Hundreds of indigenous women and girls are murdered or missing every year throughout the U.S. and Canada. A recent report from the Urban Indian Health Institute found at least 506 cases in urban areas in the U.S. Of the 71 cities surveyed in the report, Seattle had the highest number of MMIW cases.
Calling for greater awareness of MMIW, members of several canoe families wore red handprints painted across their mouths or decorated their canoes with red ribbons bearing the names of lost or missing loved ones.
A special ceremony for missing and murdered indigenous women was held on the beach after the canoes landed at Lummi. And later that evening, during protocol — the sharing of songs, dances and gifts by representatives of each tribe — a special song and dance was held in honor of MMIW.
Each dancer held a hand in front of her face to mirror the red handprint painted over her mouth. As they sang, they moved along to the slow beat of the drums, sometimes raising their hands in prayer, sometimes holding them out in front of them as if reaching for their departed loved ones:
Every day,
Every night.
I pray,
Pray for you
I love and miss you
Sister, come home
Please God, please God
Bring her home.
“I hope it opens everyone’s eyes and I hope that all these families that do have missing loved ones or murdered loved ones, I hope they all get that support that they need, because they’re not getting help,” said dancer Nashawnee Johnson.
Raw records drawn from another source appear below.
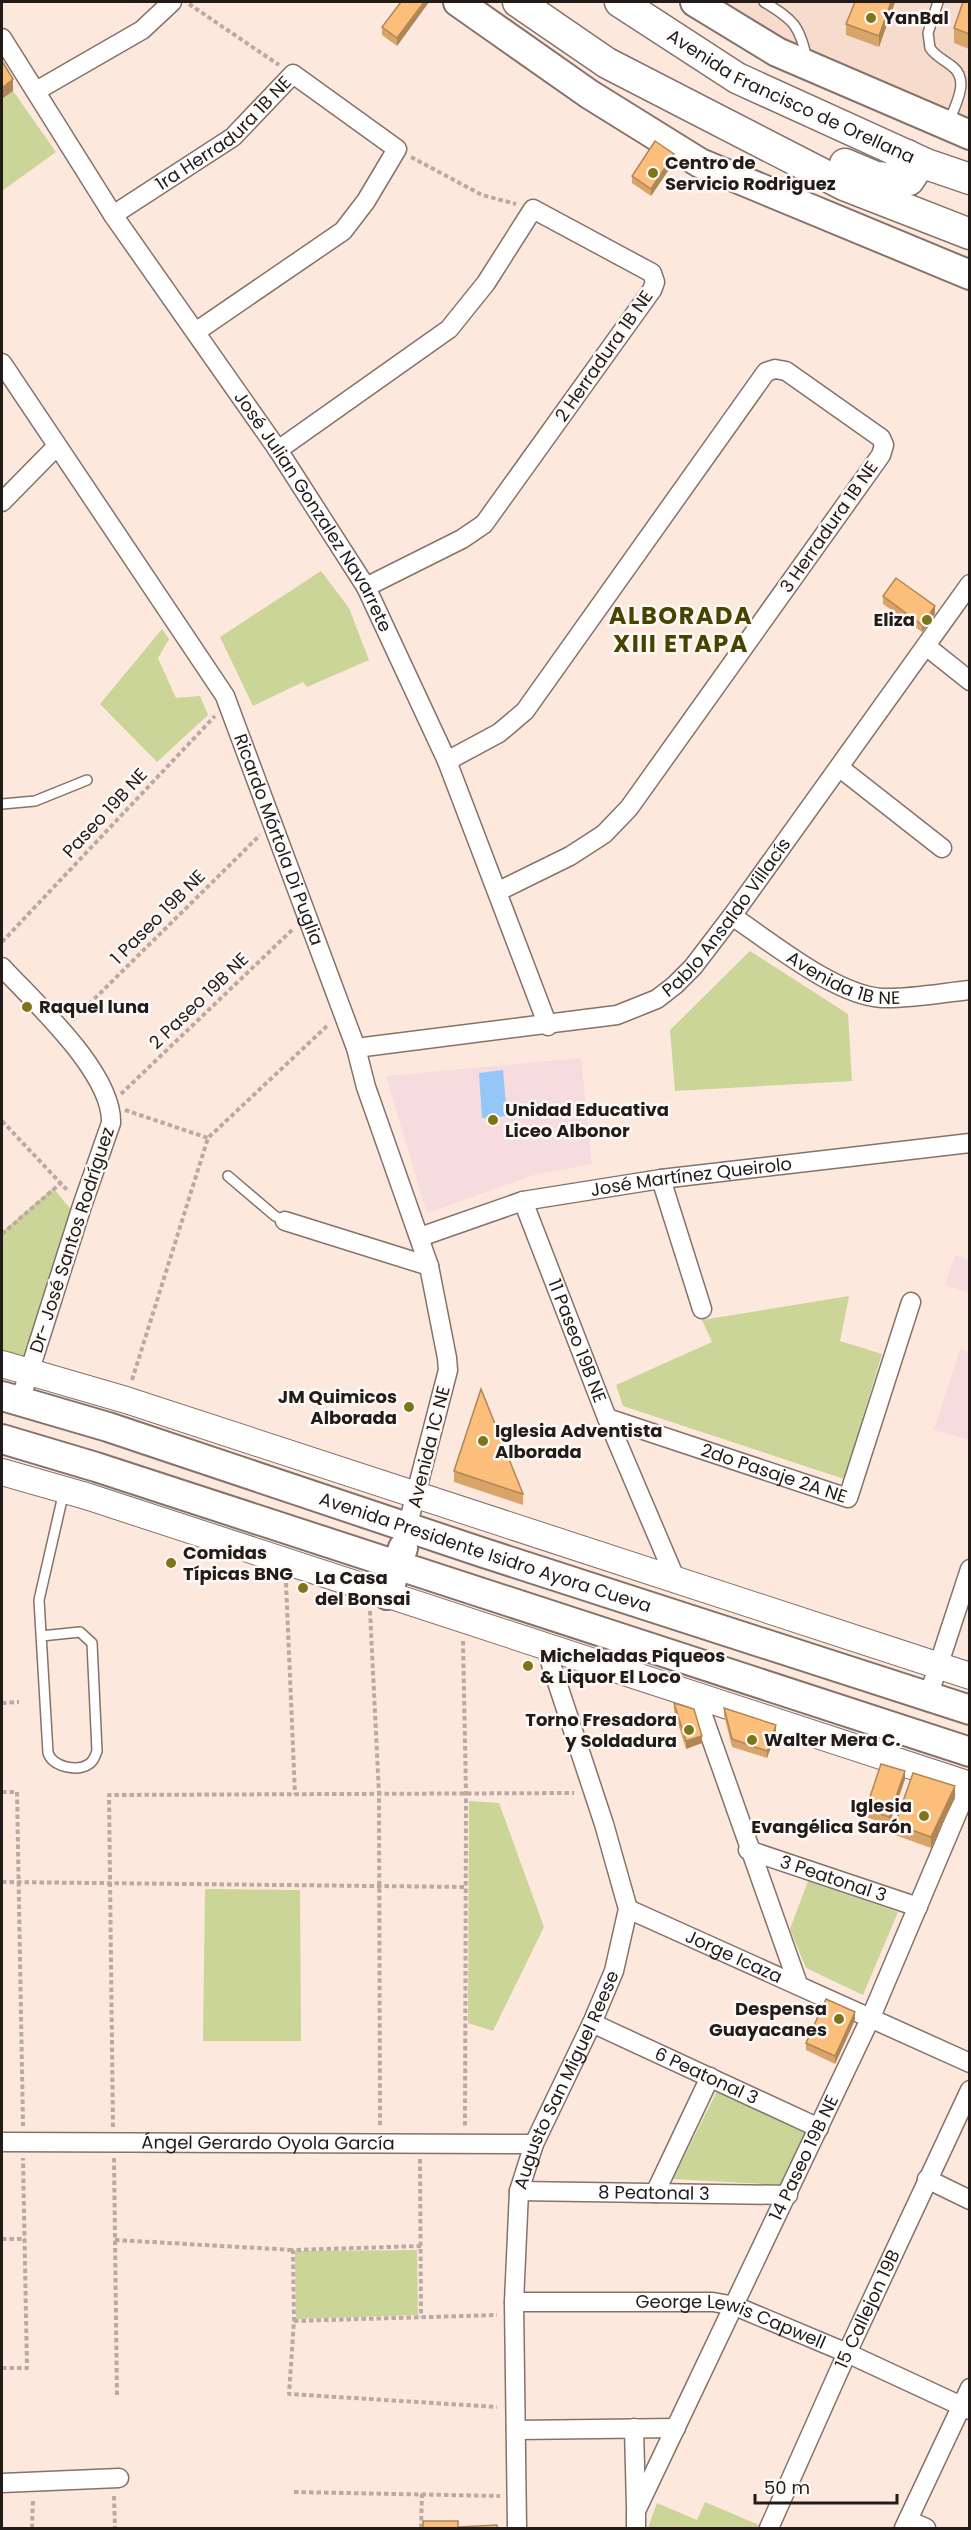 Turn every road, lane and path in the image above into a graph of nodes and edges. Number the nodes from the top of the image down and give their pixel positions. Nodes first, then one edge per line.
1 (172, 2) edge
2 (185, 2) edge
3 (458, 2) edge
4 (518, 2) edge
5 (620, 2) edge
6 (695, 2) edge
7 (764, 2) edge
8 (938, 2) edge
9 (2, 38) edge
10 (808, 66) junction
11 (293, 74) junction
12 (36, 91) junction
13 (958, 131) edge
14 (758, 141) junction
15 (398, 149) junction
16 (907, 155) junction
17 (969, 179) edge
18 (533, 209) junction
19 (114, 215) junction
20 (969, 234) edge
21 (969, 275) edge
22 (196, 331) junction
23 (2, 363) edge
24 (56, 447) junction
25 (278, 450) junction
26 (2, 502) edge
27 (969, 584) edge
28 (366, 586) junction
29 (926, 646) junction
30 (969, 681) edge
31 (228, 703) junction
32 (447, 761) junction
33 (840, 768) junction
34 (87, 780) dead end
35 (2, 804) edge
36 (273, 823) junction
37 (942, 848) dead end
38 (498, 891) junction
39 (307, 916) junction
40 (732, 916) junction
41 (2, 942) edge
42 (2, 967) edge
43 (969, 990) edge
44 (342, 1011) junction
45 (548, 1026) junction
46 (62, 1031) junction
47 (356, 1048) junction
48 (110, 1105) junction
49 (2, 1121) edge
50 (208, 1138) junction
51 (969, 1143) edge
52 (228, 1176) dead end
53 (661, 1179) junction
54 (61, 1182) junction
55 (523, 1201) junction
56 (81, 1206) junction
57 (285, 1221) joint
58 (2, 1234) edge
59 (420, 1237) junction
60 (429, 1266) junction
61 (911, 1302) dead end
62 (702, 1309) dead end
63 (2, 1364) edge
64 (448, 1365) joint
65 (29, 1372) junction
66 (11, 1399) edge
67 (126, 1400) junction
68 (607, 1418) junction
69 (2, 1439) edge
70 (2, 1472) edge
71 (64, 1490) junction
72 (417, 1496) junction
73 (407, 1528) junction
74 (481, 1552) junction
75 (285, 1561) junction
76 (396, 1565) junction
77 (969, 1569) edge
78 (676, 1580) junction
79 (378, 1592) junction
80 (462, 1620) junction
81 (41, 1636) junction
82 (545, 1647) junction
83 (937, 1665) junction
84 (969, 1676) edge
85 (696, 1696) junction
86 (928, 1697) junction
87 (20, 1702) dead end
88 (2, 1703) edge
89 (969, 1710) edge
90 (969, 1752) edge
91 (969, 1784) edge
92 (2, 1792) edge
93 (592, 1792) junction
94 (466, 1793) junction
95 (295, 1794) junction
96 (379, 1794) junction
97 (748, 1850) junction
98 (2, 1882) edge
99 (19, 1883) junction
100 (111, 1883) junction
101 (380, 1887) junction
102 (466, 1887) junction
103 (918, 1907) junction
104 (627, 1909) junction
105 (798, 1984) junction
106 (872, 2017) junction
107 (592, 2023) junction
108 (969, 2063) edge
109 (710, 2077) junction
110 (969, 2091) edge
111 (819, 2128) junction
112 (2, 2142) edge
113 (23, 2142) junction
114 (114, 2142) junction
115 (380, 2143) junction
116 (420, 2144) junction
117 (465, 2144) junction
118 (534, 2144) junction
119 (927, 2179) junction
120 (519, 2191) junction
121 (655, 2193) junction
122 (788, 2196) junction
123 (969, 2200) edge
124 (2, 2239) edge
125 (25, 2239) junction
126 (115, 2240) junction
127 (421, 2246) junction
128 (293, 2250) junction
129 (735, 2306) junction
130 (514, 2308) junction
131 (421, 2317) junction
132 (294, 2321) junction
133 (847, 2353) junction
134 (2, 2368) edge
135 (969, 2388) edge
136 (117, 2398) dead end
137 (516, 2408) junction
138 (965, 2408) edge
139 (634, 2428) junction
140 (676, 2428) junction
141 (516, 2430) junction
142 (116, 2478) joint
143 (2, 2483) edge
144 (33, 2484) junction
145 (294, 2492) dead end
146 (422, 2494) junction
147 (517, 2496) junction
148 (636, 2520) edge
149 (906, 2524) edge
150 (32, 2529) edge
151 (115, 2529) edge
152 (421, 2529) edge
153 (517, 2529) edge
154 (769, 2529) edge
155 (926, 2529) edge

1 - 12 street
2 - 11 path
3 - 21 main road
4 - 14 highway
5 - 16 highway, Avenida Francisco de Orellana
6 - 10 main road, Avenida Francisco de Orellana
7 - 10 lane
8 - 13 lane
9 - 12 street, José Julian Gonzalez Navarrete
10 - 13 main road, Avenida Francisco de Orellana
11 - 15 street, 1ra Herradura 1B NE
11 - 19 street, 1ra Herradura 1B NE
12 - 19 street, José Julian Gonzalez Navarrete
14 - 16 highway
14 - 20 highway
15 - 18 path
15 - 22 street
16 - 17 highway, Avenida Francisco de Orellana
18 - 25 street
18 - 28 street, 2 Herradura 1B NE
19 - 22 street, José Julian Gonzalez Navarrete
22 - 25 street, José Julian Gonzalez Navarrete
23 - 24 street, Ricardo Mórtola Di Puglia
24 - 26 street
24 - 31 street, Ricardo Mórtola Di Puglia
25 - 28 street, José Julian Gonzalez Navarrete
27 - 29 street, Pablo Ansaldo Villacís
28 - 32 street, José Julian Gonzalez Navarrete
29 - 30 street
29 - 33 street, Pablo Ansaldo Villacís
31 - 36 street, Ricardo Mórtola Di Puglia
31 - 41 path, Paseo 19B NE
32 - 38 street, José Julian Gonzalez Navarrete
32 - 38 street, 3 Herradura 1B NE
33 - 37 street
33 - 40 street, Pablo Ansaldo Villacís
34 - 35 lane
36 - 39 street, Ricardo Mórtola Di Puglia
36 - 46 path, 1 Paseo 19B NE
38 - 45 street, José Julian Gonzalez Navarrete
39 - 44 street, Ricardo Mórtola Di Puglia
39 - 48 path, 2 Paseo 19B NE
40 - 43 street, Avenida 1B NE
40 - 45 street, Pablo Ansaldo Villacís
42 - 46 street, Dr- José Santos Rodríguez
44 - 47 street, Ricardo Mórtola Di Puglia
44 - 50 path
45 - 47 street, Pablo Ansaldo Villacís
46 - 48 street, Dr- José Santos Rodríguez
47 - 59 street, Ricardo Mórtola Di Puglia
48 - 50 path
48 - 56 street, Dr- José Santos Rodríguez
49 - 54 path
50 - 67 path
51 - 53 street, José Martínez Queirolo
52 - 57 lane
53 - 55 street, José Martínez Queirolo
53 - 62 street
54 - 56 path
54 - 58 path
55 - 59 street, José Martínez Queirolo
55 - 68 street, 11 Paseo 19B NE
56 - 65 street, Dr- José Santos Rodríguez
57 - 60 street
59 - 60 street, Ricardo Mórtola Di Puglia
60 - 64 street, Ricardo Mórtola Di Puglia
61 - 68 street, 2do Pasaje 2A NE
63 - 65 main road, Avenida Presidente Isidro Ayora Cueva
64 - 72 street, Avenida 1C NE
65 - 66 street, Dr- José Santos Rodríguez
65 - 67 main road, Avenida Presidente Isidro Ayora Cueva
66 - 73 main road, Avenida Presidente Isidro Ayora Cueva
67 - 72 main road, Avenida Presidente Isidro Ayora Cueva
68 - 78 street, 11 Paseo 19B NE
69 - 76 main road
70 - 71 main road
71 - 75 main road
71 - 81 lane
72 - 73 street, Avenida 1C NE
72 - 78 main road, Avenida Presidente Isidro Ayora Cueva
73 - 74 main road, Avenida Presidente Isidro Ayora Cueva
74 - 76 main road
74 - 86 main road, Avenida Presidente Isidro Ayora Cueva
75 - 79 main road
75 - 95 path
76 - 79 main road
76 - 90 main road
77 - 83 street
78 - 83 main road, Avenida Presidente Isidro Ayora Cueva
79 - 80 main road
79 - 96 path
80 - 82 main road
80 - 94 path
81 - 81 lane
82 - 85 main road
82 - 93 street, Augusto San Miguel Reese
83 - 84 main road, Avenida Presidente Isidro Ayora Cueva
83 - 86 street
85 - 91 main road
85 - 97 street
86 - 89 main road, Avenida Presidente Isidro Ayora Cueva
87 - 88 path
91 - 103 street, 14 Paseo 19B NE
92 - 99 path
93 - 94 path
93 - 104 street, Augusto San Miguel Reese
94 - 96 path
94 - 102 path
95 - 96 path
95 - 100 path
96 - 101 path
97 - 103 street, 3 Peatonal 3
97 - 105 street
98 - 99 path
99 - 100 path
99 - 113 path
100 - 101 path
100 - 114 path
101 - 102 path
101 - 115 path
102 - 117 path
103 - 106 street, 14 Paseo 19B NE
104 - 105 street, Jorge Icaza
104 - 107 street, Augusto San Miguel Reese
105 - 106 street, Jorge Icaza
106 - 108 street, Jorge Icaza
106 - 111 street, 14 Paseo 19B NE
107 - 109 street, 6 Peatonal 3
107 - 118 street, Augusto San Miguel Reese
109 - 111 street, 6 Peatonal 3
109 - 121 street
110 - 119 street, 15 Callejon 19B
111 - 122 street, 14 Paseo 19B NE
112 - 113 street, Ángel Gerardo Oyola García
113 - 114 street, Ángel Gerardo Oyola García
113 - 125 path
114 - 115 street, Ángel Gerardo Oyola García
114 - 126 path
115 - 116 street, Ángel Gerardo Oyola García
116 - 117 street, Ángel Gerardo Oyola García
116 - 127 path
117 - 118 street, Ángel Gerardo Oyola García
118 - 120 street, Augusto San Miguel Reese
119 - 123 street
119 - 133 street, 15 Callejon 19B
120 - 121 street, 8 Peatonal 3
120 - 130 street, Augusto San Miguel Reese
121 - 122 street, 8 Peatonal 3
122 - 129 street, 14 Paseo 19B NE
124 - 125 path
125 - 134 path
126 - 128 path
126 - 136 path
127 - 128 path
127 - 131 path
128 - 132 path
129 - 130 street, George Lewis Capwell
129 - 133 street, George Lewis Capwell
129 - 140 street, 14 Paseo 19B NE
130 - 131 path
130 - 137 street, Augusto San Miguel Reese
131 - 132 path
132 - 137 path
133 - 138 street, George Lewis Capwell
133 - 154 street, 15 Callejon 19B
135 - 138 street
137 - 141 street, Augusto San Miguel Reese
138 - 149 street
139 - 140 street
139 - 141 street
139 - 148 street
140 - 148 street, 14 Paseo 19B NE
141 - 147 street, Augusto San Miguel Reese
142 - 144 street
142 - 151 path
143 - 144 street
144 - 150 path
145 - 146 path
146 - 147 path
146 - 152 path
147 - 153 street, Augusto San Miguel Reese
149 - 155 street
“It’s scary, especially for those of us that have daughters,” she said. “That’s the last thing I would want for my daughter.”
Like the generation before them that was inspired by cultural revival movements such as the Paddle to Seattle, leaders of this generation are envisioning new hopes for indigenous peoples.
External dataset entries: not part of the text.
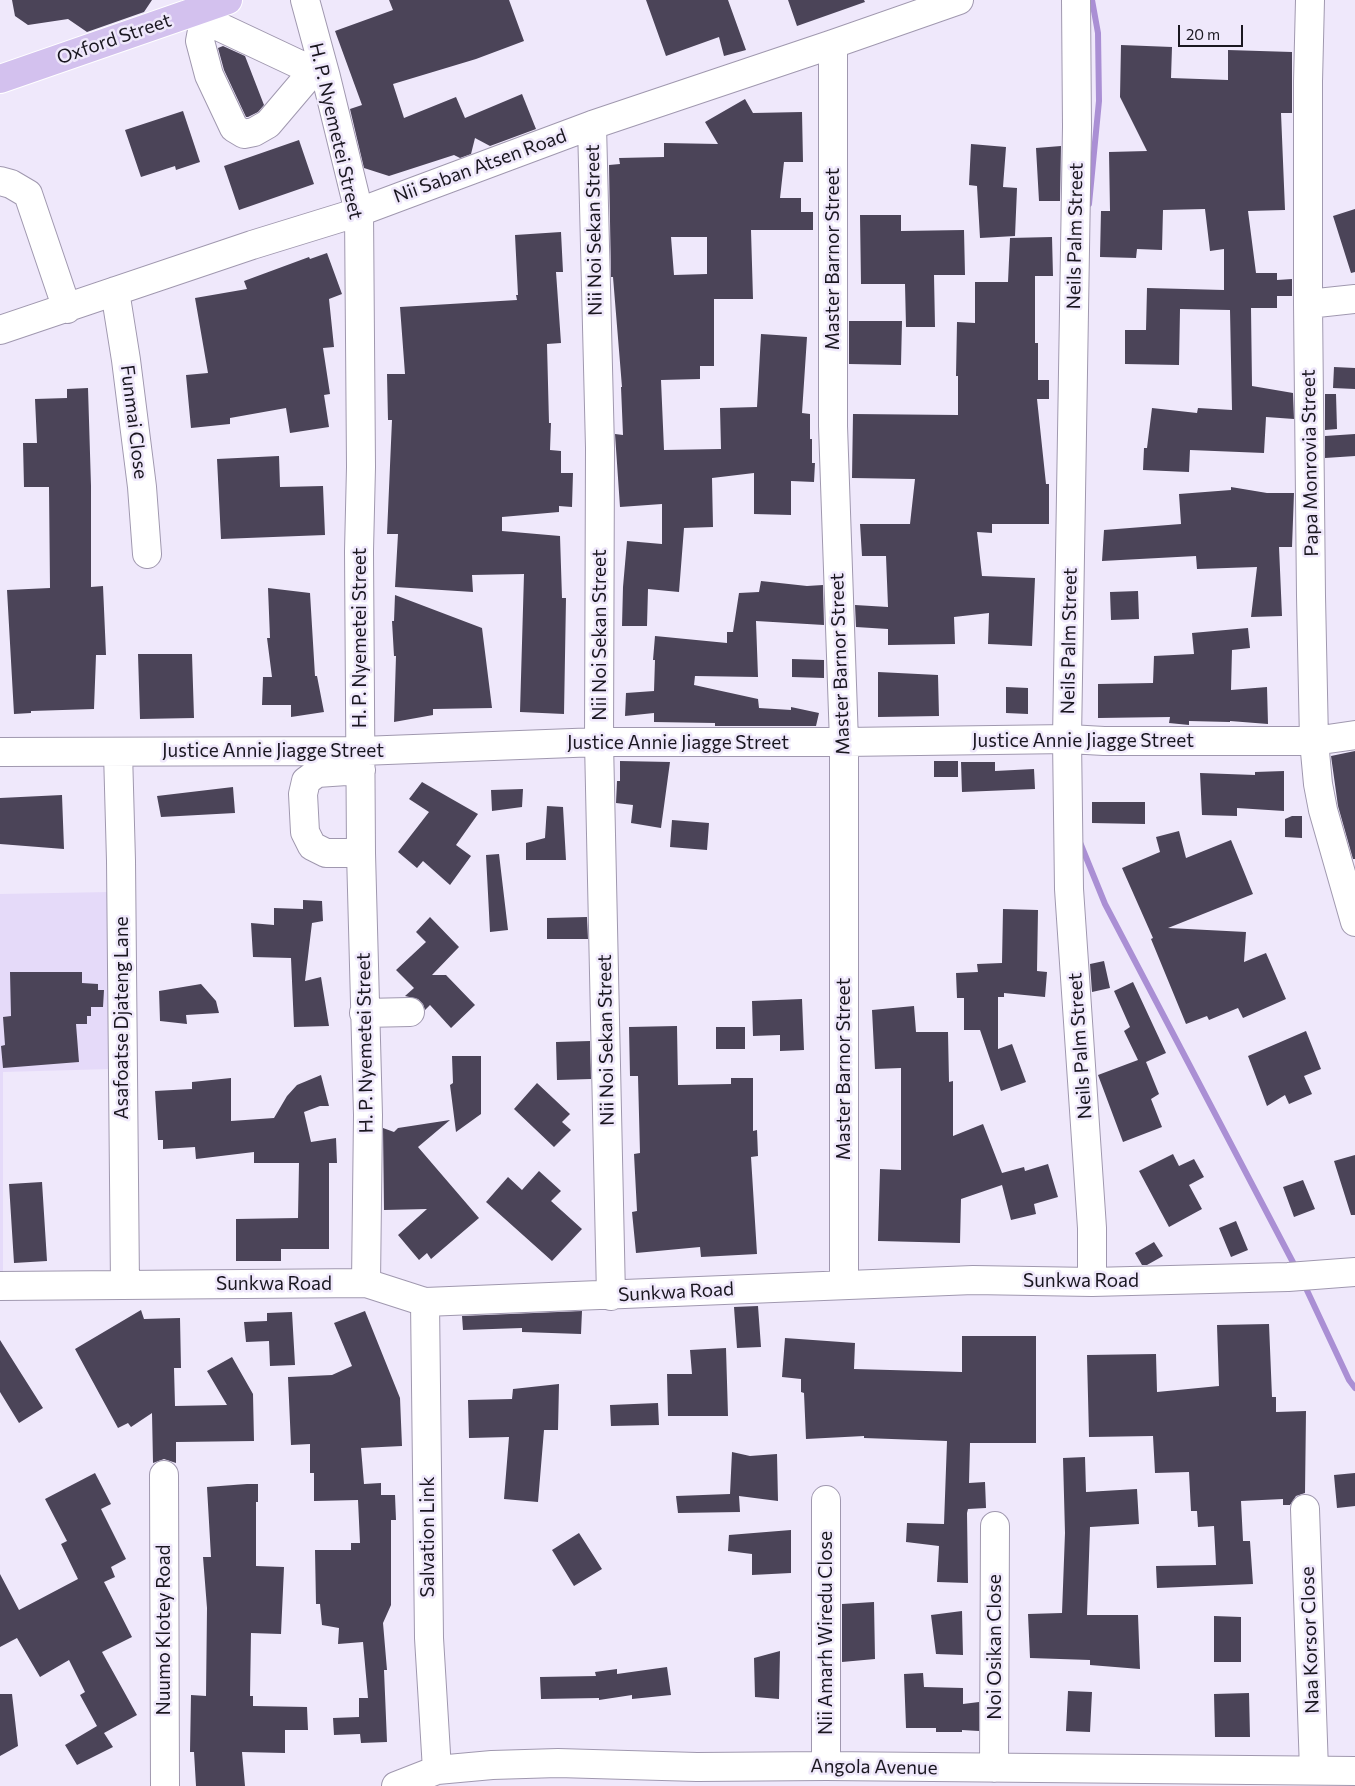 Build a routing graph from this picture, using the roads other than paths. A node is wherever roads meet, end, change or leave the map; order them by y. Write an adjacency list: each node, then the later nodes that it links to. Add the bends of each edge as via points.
1 (228, 0): 6 (main road, Oxford Street)
2 (305, 0): 8 (street, H. P. Nyemetei Street)
3 (959, 0): 7 (street, Nii Saban Atsen Road)
4 (1076, 0): 20 (street, Neils Palm Street)
5 (1310, 0): 15 (street, Papa Monrovia Street)
6 (197, 16): 8 (street); 8 (street, via 209,75 234,128 244,134 268,124); 9 (main road, Oxford Street)
7 (833, 44): 10 (street, Nii Saban Atsen Road); 23 (street, Master Barnor Street, via 833,426)
8 (319, 74): 12 (street, H. P. Nyemetei Street)
9 (0, 79)
10 (592, 125): 12 (street, Nii Saban Atsen Road); 22 (street, Nii Noi Sekan Street, via 600,448)
11 (0, 181): 16 (street, via 28,194)
12 (359, 212): 13 (street, Nii Saban Atsen Road); 26 (street, H. P. Nyemetei Street)
13 (115, 291): 16 (street, Nii Saban Atsen Road); 18 (street, Funmai Close, via 142,487)
14 (1355, 299): 15 (street)
15 (1308, 304): 21 (street, Papa Monrovia Street)
16 (67, 308): 17 (street, Nii Saban Atsen Road)
17 (0, 330)
18 (147, 554)
19 (1355, 735): 21 (street, Justice Annie Jiagge Street)
20 (1068, 739): 21 (street, Justice Annie Jiagge Street); 23 (street, Justice Annie Jiagge Street); 32 (street, Neils Palm Street, via 1069,889 1092,1228)
21 (1314, 741): 28 (street, Papa Monrovia Street, via 1323,810)
22 (599, 742): 23 (street, Justice Annie Jiagge Street); 26 (street, Justice Annie Jiagge Street); 37 (street, Nii Noi Sekan Street)
23 (844, 742): 34 (street, Master Barnor Street)
24 (0, 752): 25 (street, Justice Annie Jiagge Street)
25 (118, 752): 26 (street, Justice Annie Jiagge Street); 35 (street, Asafoatse Djateng Lane)
26 (361, 760): 27 (street, H. P. Nyemetei Street); 27 (street, via 317,773 306,781 302,794 305,832 312,846 326,853)
27 (361, 853): 30 (street, H. P. Nyemetei Street)
28 (1355, 922)
29 (410, 1012): 30 (street)
30 (364, 1014): 33 (street, H. P. Nyemetei Street, via 368,1115)
31 (1355, 1272): 32 (street, Sunkwa Road)
32 (1092, 1282): 34 (street, Sunkwa Road, via 972,1280)
33 (366, 1283): 35 (street, Sunkwa Road); 38 (street, Sunkwa Road)
34 (844, 1284): 37 (street, Sunkwa Road)
35 (124, 1285): 36 (street, Sunkwa Road)
36 (0, 1286)
37 (611, 1296): 38 (street, Sunkwa Road)
38 (425, 1302): 45 (street, Salvation Link, via 429,1638)
39 (164, 1475): 50 (street, Nuumo Klotey Road)
40 (826, 1500): 43 (street, Nii Amarh Wiredu Close)
41 (1305, 1509): 46 (street, Naa Korsor Close)
42 (995, 1526): 44 (street, Noi Osikan Close)
43 (826, 1766): 44 (street, Angola Avenue); 48 (street, Angola Avenue)
44 (994, 1768): 49 (street, Angola Avenue)
45 (437, 1770): 48 (street, Angola Avenue, via 558,1763); 51 (street, Angola Avenue)
46 (1314, 1770): 47 (street, Angola Avenue); 49 (street, Angola Avenue)
47 (1355, 1771)
48 (702, 1776)
49 (1061, 1777)
50 (165, 1786)
51 (396, 1786)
“We know that people are feeling that hunger the way we felt that hunger — to be not just someone who’s brown and called a Native American or American Indian, but actually someone who was and is still practicing who they were,” — Philip H. Red Eagle.
Julian Brave NoiseCat cited the Tribal Canoe Journeys as an influence in the organization of this year’s first-ever Alcatraz Canoe Journey, which will be held in the Bay Area on Indigenous Peoples Day, Oct. 14.
This year marks the 50th anniversary of the 1969 occupation of Alcatraz Island, when Native protesters occupied the abandoned federally owned island for 14 months, calling for the land to be returned to its original Native inhabitants.
NoiseCat, an Alcatraz Canoe Journey committee member who has participated in several Tribal Journeys, wanted to honor the legacy of the occupation with a tribal canoe journey.
“For community empowerment and for culture and for an intergenerational transfer …, I think [tribal journeys are] just a really powerful tool for our people,” said NoiseCat. “That experience has really been borne out in how this has really taken off in the Northwest.”
He also says the legacy of tribal journeys extends far beyond cultural revival. With indigenous peoples camping, getting out on the water, and engaging with wildlife and the land, NoiseCat believes these journeys could eventually lead to meaningful political change.
“The world is facing a biodiversity crisis of many many species going extinct or dying out, or (being) in very precarious situations. And many indigenous communities often live in the very places that protect many of the species that are most vulnerable and are key stewards of biodiversity,” he said.
“I think that that’s a very, very powerful cultural tool which can translate into real political and policy change impact.”